Prompt: Although the entries contain pictures, repeat only their words, exactly as written.

Dataset records:
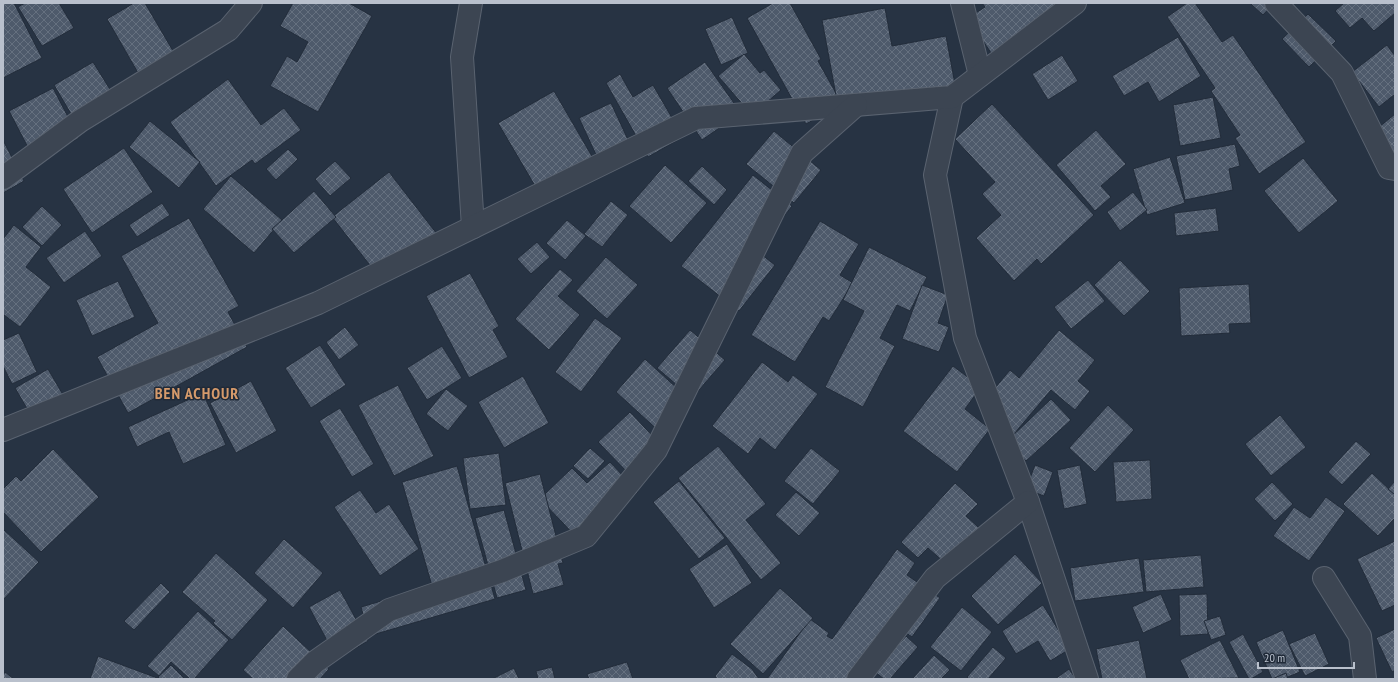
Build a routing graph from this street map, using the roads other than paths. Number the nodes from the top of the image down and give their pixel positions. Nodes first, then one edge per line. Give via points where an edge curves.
1 (251, 3) edge
2 (471, 3) edge
3 (962, 3) edge
4 (1075, 3) edge
5 (1276, 3) edge
6 (980, 75) junction
7 (952, 97) junction
8 (856, 105) junction
9 (1395, 169) edge
10 (3, 178) edge
11 (473, 227) junction
12 (3, 430) edge
13 (1028, 502) junction
14 (1324, 578) dead end
15 (298, 679) edge
16 (858, 679) edge
17 (1087, 679) edge
18 (1365, 679) edge

1 - 10 street via 228,30 80,121
2 - 11 street via 462,57
3 - 6 street
4 - 6 street
5 - 9 street via 1342,73 1389,168
6 - 7 street
7 - 8 street
7 - 13 street via 935,175 965,338
8 - 11 street via 696,118
8 - 15 street via 802,153 656,450 586,536 502,571 389,610 315,662
11 - 12 street via 318,303
13 - 16 street via 935,578
13 - 17 street
14 - 18 street via 1360,636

Exercise response:
Build a routing graph from this street map, using the roads other than paths. Number the nodes from the top of the image down and give their pixel positions. Nodes first, then one edge per line. Give via points where an edge curves.
1 (251, 3) edge
2 (471, 3) edge
3 (962, 3) edge
4 (1075, 3) edge
5 (1276, 3) edge
6 (980, 75) junction
7 (952, 97) junction
8 (856, 105) junction
9 (1395, 169) edge
10 (3, 178) edge
11 (473, 227) junction
12 (3, 430) edge
13 (1028, 502) junction
14 (1324, 578) dead end
15 (298, 679) edge
16 (858, 679) edge
17 (1087, 679) edge
18 (1365, 679) edge

1 - 10 street via 228,30 80,121
2 - 11 street via 462,57
3 - 6 street
4 - 6 street
5 - 9 street via 1342,73 1389,168
6 - 7 street
7 - 8 street
7 - 13 street via 935,175 965,338
8 - 11 street via 696,118
8 - 15 street via 802,153 656,450 586,536 502,571 389,610 315,662
11 - 12 street via 318,303
13 - 16 street via 935,578
13 - 17 street
14 - 18 street via 1360,636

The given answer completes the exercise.